Pero ocurre que en estos momentos está sometido a debate el cambio de modelo económico y el modo consecuente de interpretar la realidad. La vieja teoría NAIRU (existe una tasa de desempleo por debajo de la cual se enciende la mecha inflacionista) ya no es capaz de explicar por qué se reduce el paro, los salarios reales no aumentan y la inflación se mantiene sorprendentemente baja. La justificación de lo que sucede es la nueva economía. Un paradigma, o algo semejante, que tiene su reciente origen en el cambio histórico de la tendencia en la evolución de la productividad engendrado en la inversión y la actividad en el sector de la tecnología de la información. Ocurre, dicho brevemente, que una productividad mucho más elevada (de un crecimiento tendencial del 1% al 2% anual) permite salarios reales que no atizan la inflación.

Sin embargo, Rato no habla para nada de la nueva economía. Y hace bien. Porque si el cambio se explica por la productividad, pasará mucho tiempo antes de que en nuestro país podamos emplear ese esquema analítico. Nuestra diferencia es de sencilla explicación: la productividad en la economía española, bajo batuta de Rato, evoluciona a la baja (si la creación de empleo que refleja la EPA fuera correcta, ello sígnificaría que en el primer trimestre de 1999 la productividad habría regístrado una caída del 0,5%. BBV. 1999).

De modo que juzgada desde la productividad, la economía española ofrece a largo plazo un panorama muy poco halagüeño. Bien estará, entonces, que los PGE00 vayan cargados de inversión pública (su nexo con la productividad está contrastado).

En último término, la política presupuestaria de Rato tiene que ser juzgada por sus consecuencias en la distribución de la renta. El Presupuesto ya se sabe que es una gigantesca máquina distribuidora que dice casi todo de las inclinaciones ideológicas del Gobierno. Y, qué le vamos a hacer, Rato ha sido cicatero con unos y dadivoso con otros. Los funcionarios han perdido capacidad adquisitiva (un año de congelación y el resto a IPC) y los pensionistas sólo han mejorado su posición ( y hay que ver en qué cuantía) cuando el Gobierno erró en su previsión del IPC. Eso son, en conjunto, nada menos que nueve millones de españoles a quienes el tren de la prosperidad no ha subido a sus vagones.

Por el contrario, otros colectivos han tenido mejor fortuna. Las empresas eléctricas han encontrado en Rato una perfecta connivencia de intereses (veamos entretanto que decide la UE); las rentas de capital cuyo tratamiento favorable era tan necesario, tan absolutamente perentorio, que fue lo primero que Rato hizo recién llegado al Ministerio (esperemos sentencia del TC); y, para qué seguir, los titulares de seguros de vida que en pintoresca condición respecto de lo usual en la UE verán sus rendimientos tratados como capital mobiliario y no como incrementos de patrimonio.

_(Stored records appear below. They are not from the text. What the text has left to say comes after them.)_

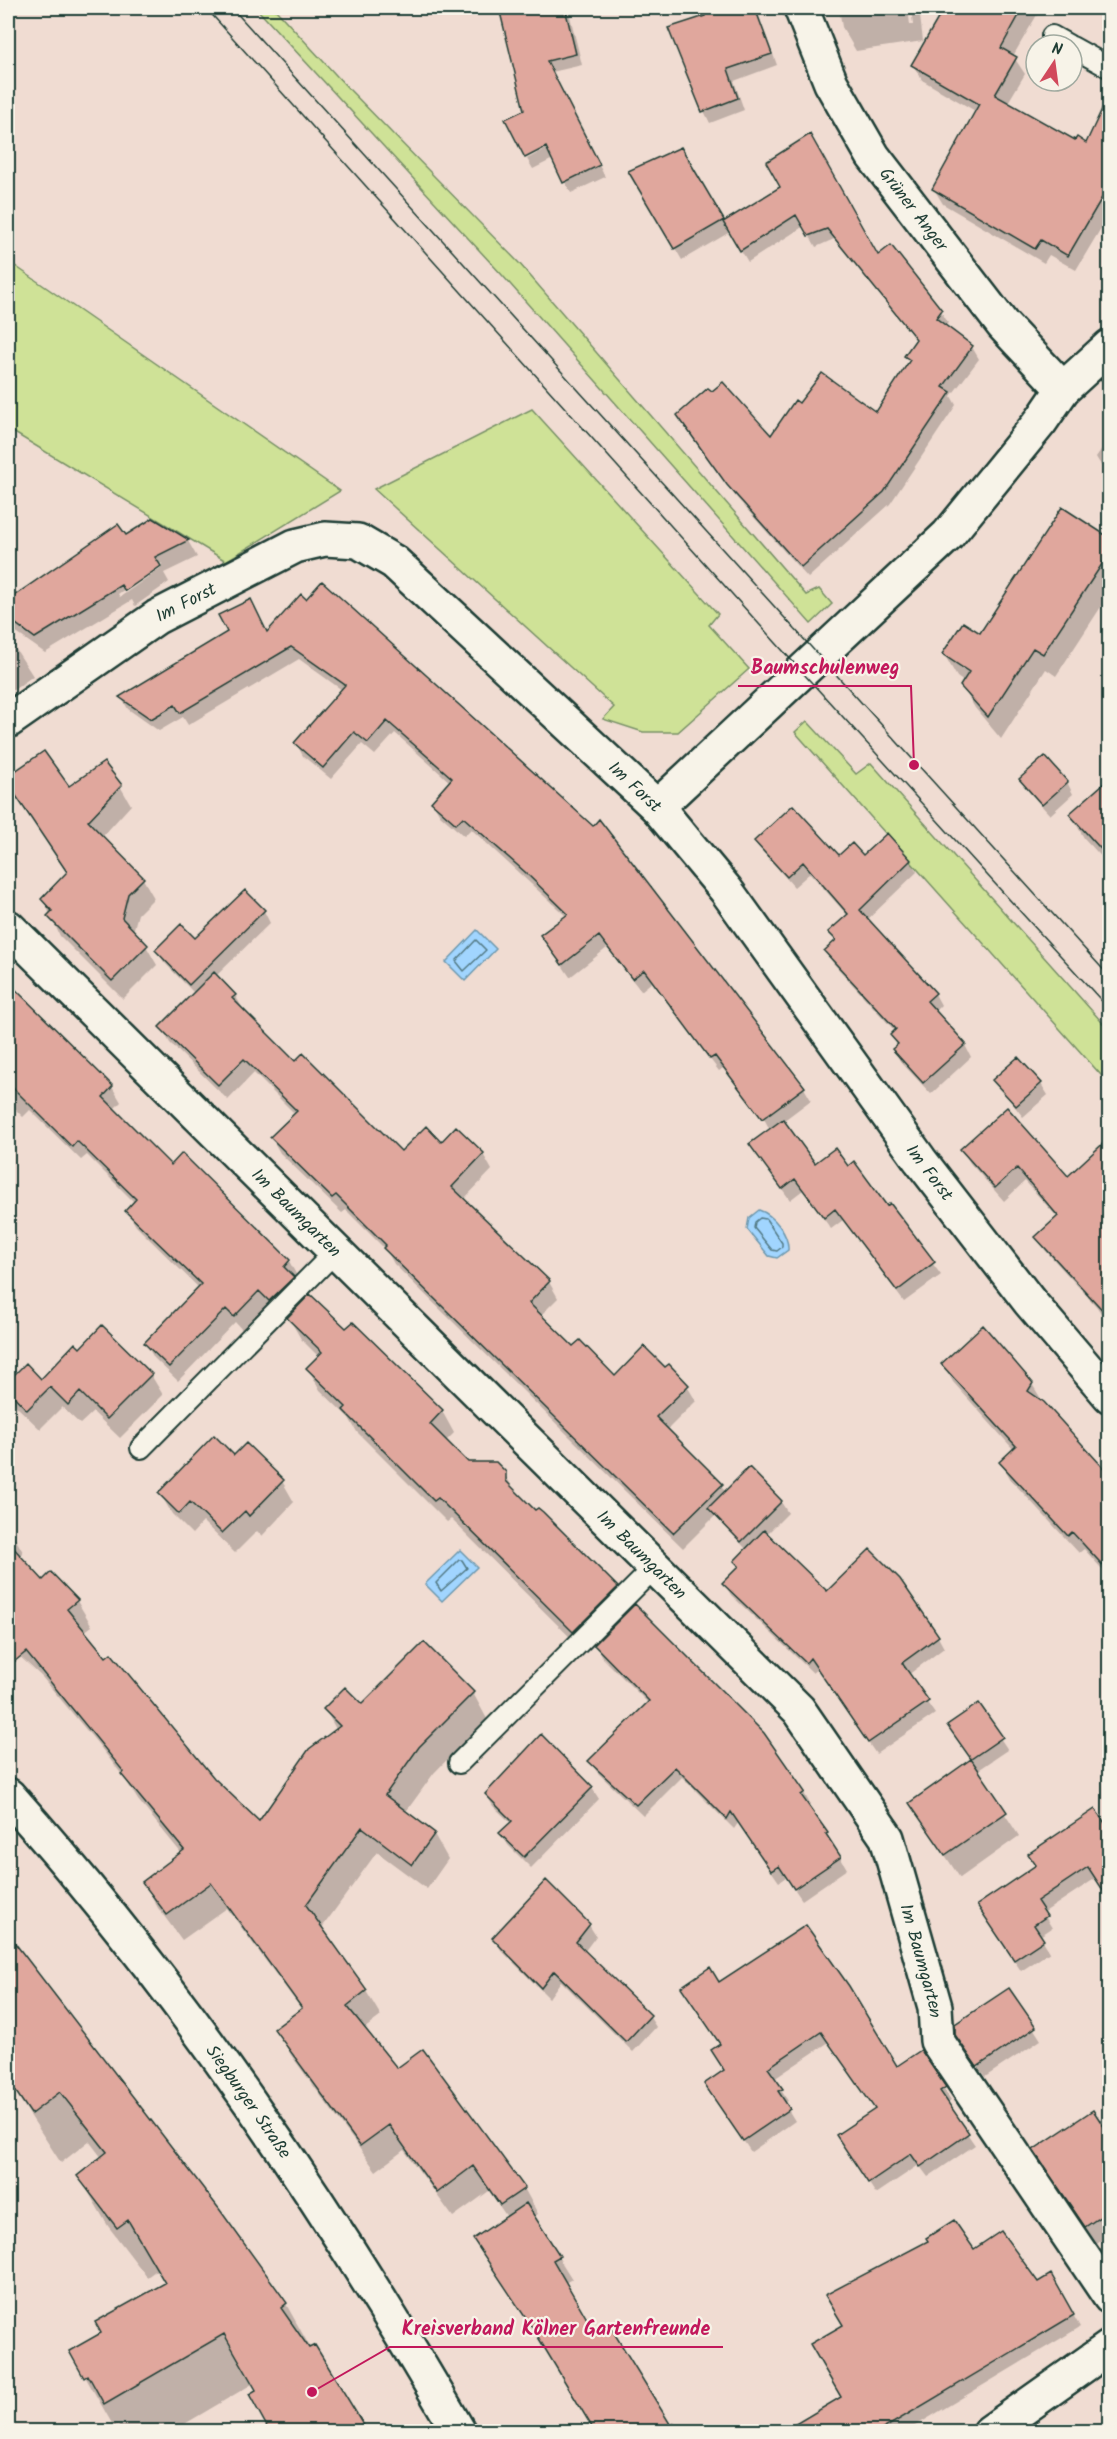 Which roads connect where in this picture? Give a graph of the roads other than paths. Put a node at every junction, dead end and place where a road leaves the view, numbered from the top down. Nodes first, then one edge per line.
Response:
1 (801, 8) edge
2 (1084, 54) edge
3 (1110, 68) edge
4 (1110, 346) edge
5 (1063, 389) junction
6 (8, 721) edge
7 (657, 807) junction
8 (8, 927) edge
9 (335, 1252) junction
10 (1110, 1396) edge
11 (141, 1448) dead end
12 (654, 1568) junction
13 (459, 1763) dead end
14 (8, 1795) edge
15 (1110, 2297) edge
16 (1110, 2347) edge
17 (459, 2432) edge
18 (990, 2432) edge

1 - 5 street, Grüner Anger
2 - 3 lane
4 - 5 street
5 - 7 street
6 - 7 street, Im Forst
7 - 10 street, Im Forst
8 - 9 street, Im Baumgarten
9 - 11 lane
9 - 12 street, Im Baumgarten
12 - 13 lane
12 - 15 street, Im Baumgarten
14 - 17 street, Siegburger Straße
16 - 18 street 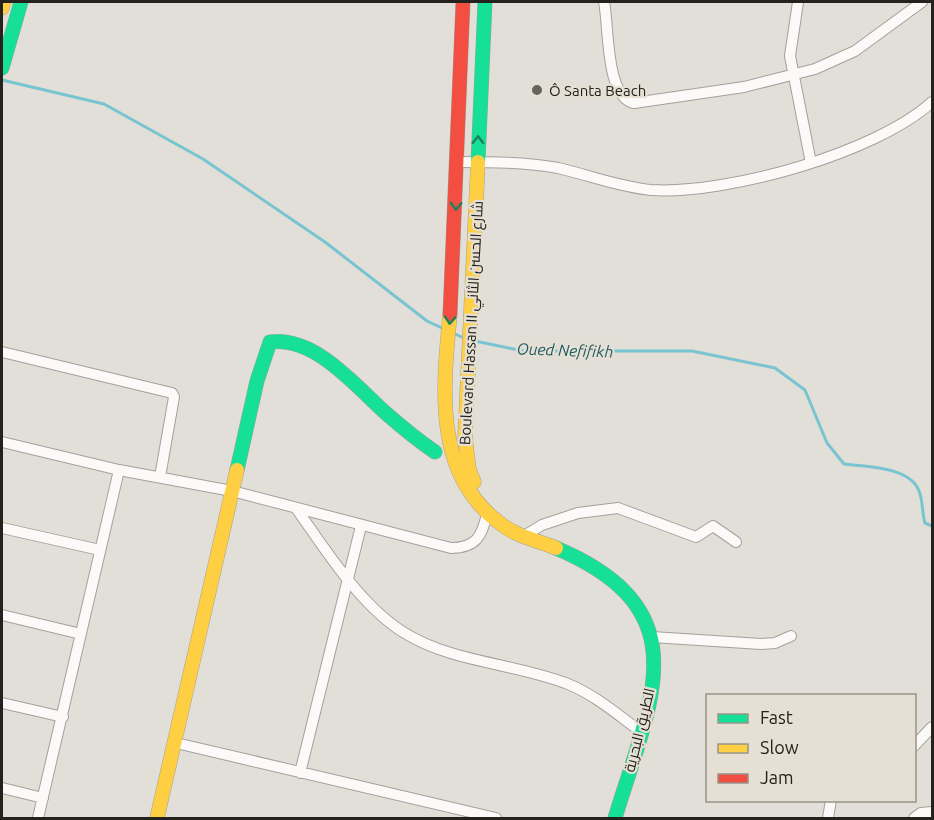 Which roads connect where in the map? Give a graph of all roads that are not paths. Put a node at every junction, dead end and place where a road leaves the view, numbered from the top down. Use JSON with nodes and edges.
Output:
{"nodes":[{"id":1,"x":3,"y":2,"type":"edge"},
{"id":2,"x":463,"y":2,"type":"edge"},
{"id":3,"x":485,"y":2,"type":"edge"},
{"id":4,"x":604,"y":2,"type":"edge"},
{"id":5,"x":798,"y":2,"type":"edge"},
{"id":6,"x":922,"y":2,"type":"edge"},
{"id":7,"x":20,"y":5,"type":"edge"},
{"id":8,"x":2,"y":8,"type":"edge"},
{"id":9,"x":2,"y":68,"type":"edge"},
{"id":10,"x":794,"y":75,"type":"junction"},
{"id":11,"x":933,"y":102,"type":"edge"},
{"id":12,"x":458,"y":162,"type":"junction"},
{"id":13,"x":478,"y":162,"type":"junction"},
{"id":14,"x":811,"y":163,"type":"junction"},
{"id":15,"x":2,"y":352,"type":"edge"},
{"id":16,"x":2,"y":442,"type":"edge"},
{"id":17,"x":435,"y":452,"type":"dead end"},
{"id":18,"x":119,"y":470,"type":"junction"},
{"id":19,"x":160,"y":477,"type":"junction"},
{"id":20,"x":232,"y":492,"type":"junction"},
{"id":21,"x":296,"y":508,"type":"junction"},
{"id":22,"x":487,"y":514,"type":"junction"},
{"id":23,"x":361,"y":526,"type":"junction"},
{"id":24,"x":2,"y":528,"type":"edge"},
{"id":25,"x":525,"y":536,"type":"junction"},
{"id":26,"x":736,"y":542,"type":"dead end"},
{"id":27,"x":100,"y":550,"type":"junction"},
{"id":28,"x":349,"y":578,"type":"junction"},
{"id":29,"x":2,"y":615,"type":"edge"},
{"id":30,"x":81,"y":634,"type":"junction"},
{"id":31,"x":791,"y":636,"type":"dead end"},
{"id":32,"x":652,"y":637,"type":"junction"},
{"id":33,"x":2,"y":704,"type":"edge"},
{"id":34,"x":63,"y":717,"type":"junction"},
{"id":35,"x":933,"y":727,"type":"edge"},
{"id":36,"x":640,"y":731,"type":"junction"},
{"id":37,"x":176,"y":743,"type":"junction"},
{"id":38,"x":916,"y":745,"type":"edge"},
{"id":39,"x":300,"y":773,"type":"junction"},
{"id":40,"x":2,"y":788,"type":"edge"},
{"id":41,"x":43,"y":798,"type":"junction"},
{"id":42,"x":831,"y":802,"type":"edge"},
{"id":43,"x":933,"y":812,"type":"edge"},
{"id":44,"x":38,"y":819,"type":"edge"},
{"id":45,"x":157,"y":819,"type":"edge"},
{"id":46,"x":496,"y":819,"type":"edge"},
{"id":47,"x":615,"y":819,"type":"edge"},
{"id":48,"x":828,"y":819,"type":"edge"},
{"id":49,"x":914,"y":819,"type":"edge"}],
"edges":[{"from":1,"to":8,"type":"main road"},
{"from":2,"to":12,"type":"main road","name":"Boulevard Hassan II شارع الحسن الثاني"},
{"from":13,"to":3,"type":"main road","name":"Boulevard Hassan II شارع الحسن الثاني","one_way":true},
{"from":4,"to":10,"type":"street"},
{"from":5,"to":10,"type":"street"},
{"from":6,"to":10,"type":"street"},
{"from":7,"to":9,"type":"main road"},
{"from":10,"to":14,"type":"street"},
{"from":11,"to":14,"type":"street"},
{"from":12,"to":13,"type":"street"},
{"from":12,"to":22,"type":"main road","name":"Boulevard Hassan II شارع الحسن الثاني","one_way":true},
{"from":13,"to":14,"type":"street"},
{"from":13,"to":22,"type":"main road","name":"Boulevard Hassan II شارع الحسن الثاني"},
{"from":15,"to":19,"type":"street"},
{"from":16,"to":18,"type":"street"},
{"from":17,"to":20,"type":"main road"},
{"from":18,"to":19,"type":"street"},
{"from":18,"to":27,"type":"street"},
{"from":19,"to":20,"type":"street"},
{"from":20,"to":21,"type":"street"},
{"from":20,"to":37,"type":"main road"},
{"from":21,"to":23,"type":"street"},
{"from":21,"to":28,"type":"street"},
{"from":22,"to":23,"type":"street"},
{"from":22,"to":25,"type":"main road","name":"الطريق البحرية"},
{"from":23,"to":28,"type":"street"},
{"from":24,"to":27,"type":"street"},
{"from":25,"to":26,"type":"street"},
{"from":25,"to":32,"type":"main road","name":"الطريق البحرية"},
{"from":27,"to":30,"type":"street"},
{"from":28,"to":36,"type":"street"},
{"from":28,"to":39,"type":"street"},
{"from":29,"to":30,"type":"street"},
{"from":30,"to":34,"type":"street"},
{"from":31,"to":32,"type":"street"},
{"from":32,"to":36,"type":"main road","name":"الطريق البحرية"},
{"from":33,"to":34,"type":"street"},
{"from":34,"to":41,"type":"street"},
{"from":35,"to":38,"type":"street"},
{"from":36,"to":47,"type":"main road","name":"الطريق البحرية"},
{"from":37,"to":39,"type":"street"},
{"from":37,"to":45,"type":"main road"},
{"from":39,"to":46,"type":"street"},
{"from":40,"to":41,"type":"street"},
{"from":41,"to":44,"type":"street"},
{"from":42,"to":48,"type":"street"},
{"from":43,"to":49,"type":"street"}]}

En teoría, todos estos beneficios de los menos son estrictamente necesarios para garantizar la prosperidad de los más. De todos aquellos que sus mejoras las cuentan por décimas, frente a quienes las contabilizan por dos dígitos. Ésa es la sociedad de las oportunidades. Éste es el centro, señores. Pasen y vean.

Luis Martínez Noval es portavoz del Grupo Parlamentario Socialista.